The evening opened with rising experimental shoegaze/rock band 9million, whose set carved a paradoxical prelude to what was to come. Bathed in crimson light and submerged in distortion, they wove glitchy beats with ghostly vocal loops.

Their sound struck as somewhere between heavy rock and industrial lament. Tracks like ‘When the Kissing Had to Stop’ and ‘Shapeshifting’ pulsed through the space, reverberating against the ornate walls of the venue. It felt less like a warm-up and more like an invocation or a digital exorcism, preparing the crowd for Ethel Cain’s arrival. By the time their final song dissolved into static, the audience was already suspended in a dreamlike unease, perfectly primed for what followed.

When Ethel Cain emerged from the shadows of the intimate Eventim Apollo stage, the room shifted into something closer to a chapel than a concert hall. For an hour prior, a tall cross statue held its gait right in the centre of the stage, just where the light would hit if this were really in a church. The lighting (soft and harrowing, bleeding in dusky hues of red and blue) painted her in silhouette, her band tucked in near-darkness behind her. What followed wasn’t a performance in the traditional sense, but a slow, immersive descent into the world of ‘Preacher’s Daughter’. What immediately sprang to mind was a Southern Gothic sermon where beauty and terror coexist in uneasy harmony.

Cain began the set with ‘Willougby’s Theme’, the audience’s silence rising like smoke through the vast hall. There was no dramatic entrance. It was completely without spectacle. Halfway through she appeared; still, composed, and almost spectral. Her restraint was mesmerising. Through much of the evening she remained quietly to herself, swaying gently as she delivered lines that felt more like confession than performance. Cheers lifted the roof as ‘Janie’ and ‘Fuck Me Eyes’ were introduced, as this meant Ethel Cain would finally begin singing. When she murmured “It was ugly, like what they all did to me / And they did to me what I wouldn’t do to anyone”, during ‘Nettles’, the audience fell into a reverent hush.

The lighting throughout was moody and unrelenting, as if a character in itself. During ‘Waco, Texas’, the stage glowed with a bruised amber haze, as if the ghost of a sunset hung just out of reach. Incorporating ‘House in Nebraska’ into the outro, the performance felt like remembering harder times through rose tinted glasses. Cain’s voice, cavernous and trembling, filled every inch of the venue. It was in these quieter moments that her storytelling reached its most devastating power. You could feel the crowd hold their breath, suspended in her world where love and loss blur into the same aching memory.

There was a fragile intensity in the air, broken only when reality intruded. Several fans fainted during the show, possibly due to a combination of heat, emotion, and the sheer spiritual weight of the night. Each time, Cain stopped mid-song to call for help. Though it meant she had to skip multiple outros during the set, her concern was immediate and unfeigned. She didn’t express irritation or distance; instead, she watched closely until each person was safely attended to, before quietly resuming where she left off. It was a small, human act that spoke volumes about her empathy and composure amid chaos.

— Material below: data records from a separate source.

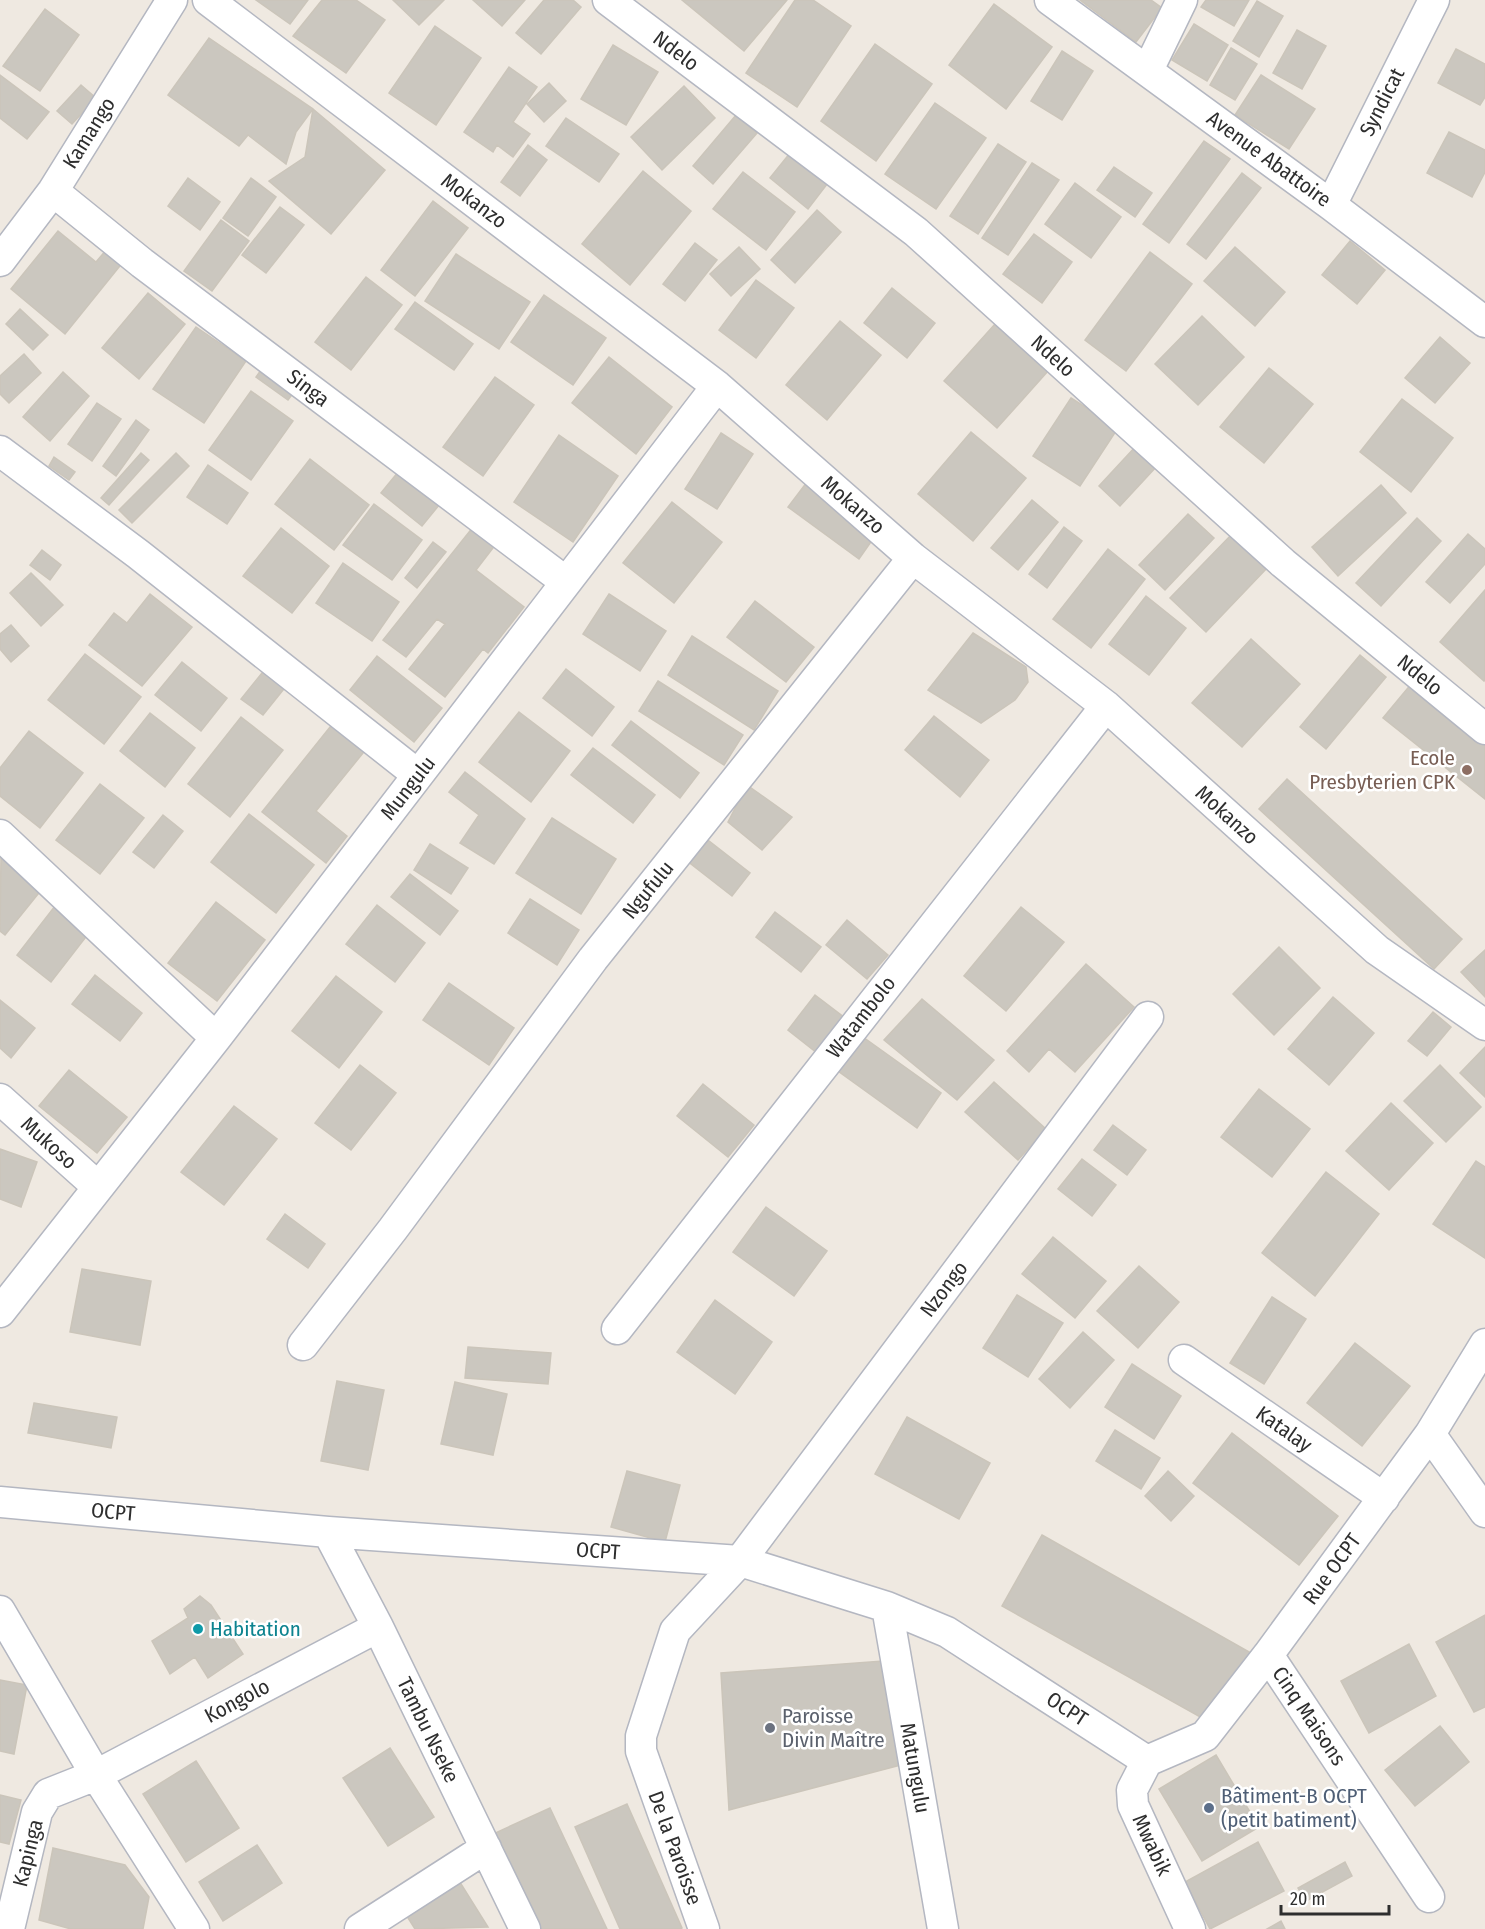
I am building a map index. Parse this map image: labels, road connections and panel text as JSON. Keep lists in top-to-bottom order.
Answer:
{
  "streets": {
    "street": [
      "Ndelo",
      "Syndicat",
      "Kamango",
      "Avenue Abattoire",
      "Mokanzo",
      "Singa",
      "Mungulu",
      "Ngufulu",
      "Watambolo",
      "Mukoso",
      "Nzongo",
      "Katalay",
      "OCPT",
      "Rue OCPT",
      "Kongolo",
      "Cinq Maisons",
      "Tambu Nseke",
      "Matungulu",
      "Mwabik",
      "De la Paroisse",
      "Kapinga"
    ]
  },
  "crossings": [
    ["Syndicat", "Avenue Abattoire"],
    ["Kamango", "Singa"],
    ["Mokanzo", "Mungulu"],
    ["Mokanzo", "Ngufulu"],
    ["Mokanzo", "Watambolo"],
    ["Singa", "Mungulu"],
    ["Mungulu", "Mukoso"],
    ["Nzongo", "OCPT"],
    ["Nzongo", "De la Paroisse"],
    ["Katalay", "Rue OCPT"],
    ["OCPT", "Rue OCPT"],
    ["OCPT", "Tambu Nseke"],
    ["OCPT", "Matungulu"],
    ["OCPT", "Mwabik"],
    ["Rue OCPT", "Cinq Maisons"],
    ["Rue OCPT", "Mwabik"],
    ["Kongolo", "Tambu Nseke"],
    ["Kongolo", "Kapinga"]
  ],
  "places": [
    "Ecole Presbyterien CPK",
    "Habitation",
    "Paroisse Divin Maître",
    "Bâtiment-B OCPT (petit batiment)"
  ],
  "scale_bar": "20 m"
}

It wasn’t until the final stretch that Cain began to loosen her reserve. During ‘Crush’, she looked out into the crowd for more than a few fleeting seconds, smiling faintly as fans sang every word back to her: “I owe you a black eye and two kisses, tell me when you wanna come and get ‘em”. This lyric landed like a prayer and a warning, echoing through the Apollo’s vaulted ceiling, louder than anything else heard that night. By the time she reached ‘American Teenager’, the atmosphere had shifted entirely. The ending was no longer haunting, but communal, her devotees swaying with arms outstretched as if in collective absolution.

If the beginning of the night felt like a funeral, the ending felt like resurrection. The cheers that followed her extended outro were thunderous. This felt not only in adoration, but gratitude. In that moment, she wasn’t the preacher’s daughter or the tragic myth she embodies in her songs. She was simply Hayden, an artist who had turned trauma and faith into transcendence.

Ethel Cain’s show was not designed for spectacle. It was slow, deliberate, and achingly human. Each note seemed to linger in the air long after it ended, an echo of something divine and broken. The Eventim Apollo has never felt so intimate, or so haunted.